**Activity**: Please set down every entry again exactly as it stands, without the pictures.

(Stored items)
- Opening Delimiter -
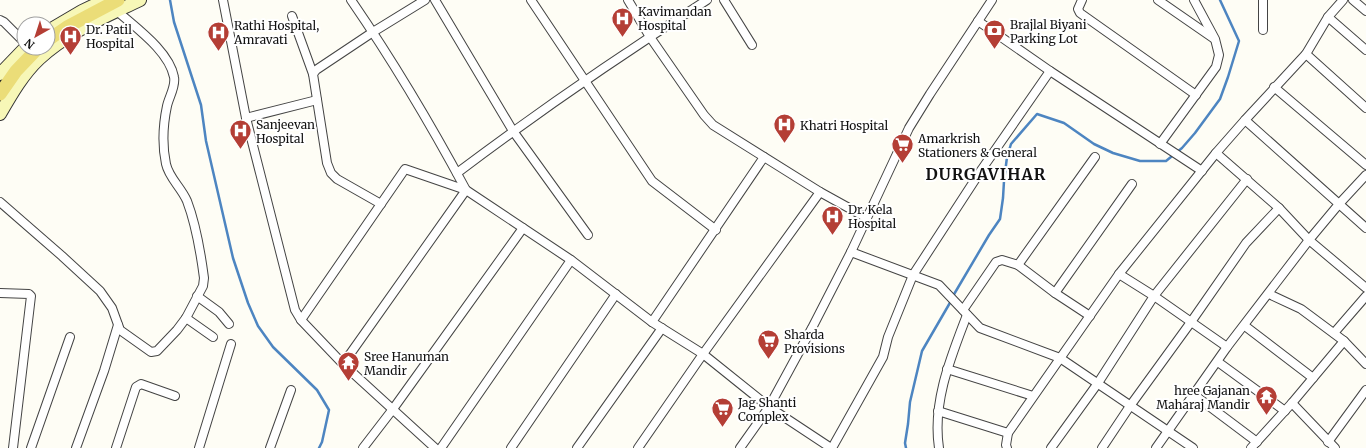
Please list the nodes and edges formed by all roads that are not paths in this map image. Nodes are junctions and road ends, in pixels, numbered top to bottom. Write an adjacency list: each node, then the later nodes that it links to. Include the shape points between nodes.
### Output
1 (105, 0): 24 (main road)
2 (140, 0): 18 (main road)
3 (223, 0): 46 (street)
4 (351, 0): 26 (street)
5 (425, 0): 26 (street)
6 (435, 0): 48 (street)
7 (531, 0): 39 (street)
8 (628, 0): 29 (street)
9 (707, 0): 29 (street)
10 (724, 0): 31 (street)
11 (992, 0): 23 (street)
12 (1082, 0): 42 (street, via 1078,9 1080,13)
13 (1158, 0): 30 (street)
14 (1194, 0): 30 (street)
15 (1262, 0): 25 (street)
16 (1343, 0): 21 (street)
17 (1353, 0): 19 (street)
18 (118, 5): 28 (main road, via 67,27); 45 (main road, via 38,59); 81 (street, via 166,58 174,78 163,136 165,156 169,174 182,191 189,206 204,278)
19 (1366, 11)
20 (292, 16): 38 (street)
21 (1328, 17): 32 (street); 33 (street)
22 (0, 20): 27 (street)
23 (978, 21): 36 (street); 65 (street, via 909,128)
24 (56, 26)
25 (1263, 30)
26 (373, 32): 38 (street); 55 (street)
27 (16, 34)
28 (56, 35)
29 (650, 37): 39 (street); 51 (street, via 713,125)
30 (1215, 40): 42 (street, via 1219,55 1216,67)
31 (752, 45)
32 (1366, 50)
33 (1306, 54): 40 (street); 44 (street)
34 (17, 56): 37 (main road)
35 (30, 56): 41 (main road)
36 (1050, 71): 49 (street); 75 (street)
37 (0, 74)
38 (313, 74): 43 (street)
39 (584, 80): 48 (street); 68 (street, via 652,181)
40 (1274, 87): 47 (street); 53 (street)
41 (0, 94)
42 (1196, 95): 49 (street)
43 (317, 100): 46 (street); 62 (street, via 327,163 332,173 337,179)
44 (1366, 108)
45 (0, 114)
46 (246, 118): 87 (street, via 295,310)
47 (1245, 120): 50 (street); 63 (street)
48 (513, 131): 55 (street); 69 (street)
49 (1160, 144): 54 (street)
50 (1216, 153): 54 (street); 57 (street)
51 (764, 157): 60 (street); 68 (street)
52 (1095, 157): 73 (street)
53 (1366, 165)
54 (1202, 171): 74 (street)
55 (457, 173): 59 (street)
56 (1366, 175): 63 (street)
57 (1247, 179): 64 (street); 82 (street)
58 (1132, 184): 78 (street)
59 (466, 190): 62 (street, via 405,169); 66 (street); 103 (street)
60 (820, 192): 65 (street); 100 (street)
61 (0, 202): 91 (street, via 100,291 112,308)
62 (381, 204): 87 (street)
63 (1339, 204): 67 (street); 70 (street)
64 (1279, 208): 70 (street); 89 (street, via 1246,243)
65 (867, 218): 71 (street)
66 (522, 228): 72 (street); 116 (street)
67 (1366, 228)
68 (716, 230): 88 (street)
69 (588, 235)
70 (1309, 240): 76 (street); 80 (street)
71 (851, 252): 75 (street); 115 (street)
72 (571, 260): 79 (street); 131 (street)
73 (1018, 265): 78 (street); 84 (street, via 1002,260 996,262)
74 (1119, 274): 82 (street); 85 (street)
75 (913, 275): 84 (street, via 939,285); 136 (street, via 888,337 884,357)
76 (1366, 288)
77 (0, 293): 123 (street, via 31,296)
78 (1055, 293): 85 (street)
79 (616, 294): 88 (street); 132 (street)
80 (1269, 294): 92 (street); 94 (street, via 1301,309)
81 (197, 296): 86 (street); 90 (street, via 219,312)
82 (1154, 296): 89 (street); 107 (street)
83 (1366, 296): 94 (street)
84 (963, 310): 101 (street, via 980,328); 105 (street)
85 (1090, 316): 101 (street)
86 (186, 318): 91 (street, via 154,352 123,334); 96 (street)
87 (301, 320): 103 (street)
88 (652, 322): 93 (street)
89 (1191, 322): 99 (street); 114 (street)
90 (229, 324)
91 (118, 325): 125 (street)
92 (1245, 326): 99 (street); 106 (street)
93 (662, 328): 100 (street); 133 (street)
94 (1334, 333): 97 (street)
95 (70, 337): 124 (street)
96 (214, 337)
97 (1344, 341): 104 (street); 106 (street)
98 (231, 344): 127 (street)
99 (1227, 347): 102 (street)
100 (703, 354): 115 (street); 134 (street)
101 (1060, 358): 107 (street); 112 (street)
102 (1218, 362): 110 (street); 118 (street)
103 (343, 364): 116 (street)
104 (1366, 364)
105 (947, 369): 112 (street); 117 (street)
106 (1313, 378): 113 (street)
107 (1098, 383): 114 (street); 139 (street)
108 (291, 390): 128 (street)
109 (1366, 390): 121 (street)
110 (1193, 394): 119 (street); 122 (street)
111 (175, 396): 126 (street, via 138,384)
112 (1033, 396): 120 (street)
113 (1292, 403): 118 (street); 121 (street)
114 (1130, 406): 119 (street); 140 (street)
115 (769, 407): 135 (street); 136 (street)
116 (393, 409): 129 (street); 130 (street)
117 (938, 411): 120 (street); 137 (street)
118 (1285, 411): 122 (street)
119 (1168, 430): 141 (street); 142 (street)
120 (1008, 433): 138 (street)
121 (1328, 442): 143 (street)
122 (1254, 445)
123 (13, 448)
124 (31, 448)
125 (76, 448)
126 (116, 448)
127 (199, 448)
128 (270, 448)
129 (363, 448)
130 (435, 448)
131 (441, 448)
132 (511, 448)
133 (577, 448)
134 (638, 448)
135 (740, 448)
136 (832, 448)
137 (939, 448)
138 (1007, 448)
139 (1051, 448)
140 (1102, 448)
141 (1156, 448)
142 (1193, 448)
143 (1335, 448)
- Closing Delimiter -
**Response**:
Please list the nodes and edges formed by all roads that are not paths in this map image. Nodes are junctions and road ends, in pixels, numbered top to bottom. Write an adjacency list: each node, then the later nodes that it links to. Include the shape points between nodes.
### Output
1 (105, 0): 24 (main road)
2 (140, 0): 18 (main road)
3 (223, 0): 46 (street)
4 (351, 0): 26 (street)
5 (425, 0): 26 (street)
6 (435, 0): 48 (street)
7 (531, 0): 39 (street)
8 (628, 0): 29 (street)
9 (707, 0): 29 (street)
10 (724, 0): 31 (street)
11 (992, 0): 23 (street)
12 (1082, 0): 42 (street, via 1078,9 1080,13)
13 (1158, 0): 30 (street)
14 (1194, 0): 30 (street)
15 (1262, 0): 25 (street)
16 (1343, 0): 21 (street)
17 (1353, 0): 19 (street)
18 (118, 5): 28 (main road, via 67,27); 45 (main road, via 38,59); 81 (street, via 166,58 174,78 163,136 165,156 169,174 182,191 189,206 204,278)
19 (1366, 11)
20 (292, 16): 38 (street)
21 (1328, 17): 32 (street); 33 (street)
22 (0, 20): 27 (street)
23 (978, 21): 36 (street); 65 (street, via 909,128)
24 (56, 26)
25 (1263, 30)
26 (373, 32): 38 (street); 55 (street)
27 (16, 34)
28 (56, 35)
29 (650, 37): 39 (street); 51 (street, via 713,125)
30 (1215, 40): 42 (street, via 1219,55 1216,67)
31 (752, 45)
32 (1366, 50)
33 (1306, 54): 40 (street); 44 (street)
34 (17, 56): 37 (main road)
35 (30, 56): 41 (main road)
36 (1050, 71): 49 (street); 75 (street)
37 (0, 74)
38 (313, 74): 43 (street)
39 (584, 80): 48 (street); 68 (street, via 652,181)
40 (1274, 87): 47 (street); 53 (street)
41 (0, 94)
42 (1196, 95): 49 (street)
43 (317, 100): 46 (street); 62 (street, via 327,163 332,173 337,179)
44 (1366, 108)
45 (0, 114)
46 (246, 118): 87 (street, via 295,310)
47 (1245, 120): 50 (street); 63 (street)
48 (513, 131): 55 (street); 69 (street)
49 (1160, 144): 54 (street)
50 (1216, 153): 54 (street); 57 (street)
51 (764, 157): 60 (street); 68 (street)
52 (1095, 157): 73 (street)
53 (1366, 165)
54 (1202, 171): 74 (street)
55 (457, 173): 59 (street)
56 (1366, 175): 63 (street)
57 (1247, 179): 64 (street); 82 (street)
58 (1132, 184): 78 (street)
59 (466, 190): 62 (street, via 405,169); 66 (street); 103 (street)
60 (820, 192): 65 (street); 100 (street)
61 (0, 202): 91 (street, via 100,291 112,308)
62 (381, 204): 87 (street)
63 (1339, 204): 67 (street); 70 (street)
64 (1279, 208): 70 (street); 89 (street, via 1246,243)
65 (867, 218): 71 (street)
66 (522, 228): 72 (street); 116 (street)
67 (1366, 228)
68 (716, 230): 88 (street)
69 (588, 235)
70 (1309, 240): 76 (street); 80 (street)
71 (851, 252): 75 (street); 115 (street)
72 (571, 260): 79 (street); 131 (street)
73 (1018, 265): 78 (street); 84 (street, via 1002,260 996,262)
74 (1119, 274): 82 (street); 85 (street)
75 (913, 275): 84 (street, via 939,285); 136 (street, via 888,337 884,357)
76 (1366, 288)
77 (0, 293): 123 (street, via 31,296)
78 (1055, 293): 85 (street)
79 (616, 294): 88 (street); 132 (street)
80 (1269, 294): 92 (street); 94 (street, via 1301,309)
81 (197, 296): 86 (street); 90 (street, via 219,312)
82 (1154, 296): 89 (street); 107 (street)
83 (1366, 296): 94 (street)
84 (963, 310): 101 (street, via 980,328); 105 (street)
85 (1090, 316): 101 (street)
86 (186, 318): 91 (street, via 154,352 123,334); 96 (street)
87 (301, 320): 103 (street)
88 (652, 322): 93 (street)
89 (1191, 322): 99 (street); 114 (street)
90 (229, 324)
91 (118, 325): 125 (street)
92 (1245, 326): 99 (street); 106 (street)
93 (662, 328): 100 (street); 133 (street)
94 (1334, 333): 97 (street)
95 (70, 337): 124 (street)
96 (214, 337)
97 (1344, 341): 104 (street); 106 (street)
98 (231, 344): 127 (street)
99 (1227, 347): 102 (street)
100 (703, 354): 115 (street); 134 (street)
101 (1060, 358): 107 (street); 112 (street)
102 (1218, 362): 110 (street); 118 (street)
103 (343, 364): 116 (street)
104 (1366, 364)
105 (947, 369): 112 (street); 117 (street)
106 (1313, 378): 113 (street)
107 (1098, 383): 114 (street); 139 (street)
108 (291, 390): 128 (street)
109 (1366, 390): 121 (street)
110 (1193, 394): 119 (street); 122 (street)
111 (175, 396): 126 (street, via 138,384)
112 (1033, 396): 120 (street)
113 (1292, 403): 118 (street); 121 (street)
114 (1130, 406): 119 (street); 140 (street)
115 (769, 407): 135 (street); 136 (street)
116 (393, 409): 129 (street); 130 (street)
117 (938, 411): 120 (street); 137 (street)
118 (1285, 411): 122 (street)
119 (1168, 430): 141 (street); 142 (street)
120 (1008, 433): 138 (street)
121 (1328, 442): 143 (street)
122 (1254, 445)
123 (13, 448)
124 (31, 448)
125 (76, 448)
126 (116, 448)
127 (199, 448)
128 (270, 448)
129 (363, 448)
130 (435, 448)
131 (441, 448)
132 (511, 448)
133 (577, 448)
134 (638, 448)
135 (740, 448)
136 (832, 448)
137 (939, 448)
138 (1007, 448)
139 (1051, 448)
140 (1102, 448)
141 (1156, 448)
142 (1193, 448)
143 (1335, 448)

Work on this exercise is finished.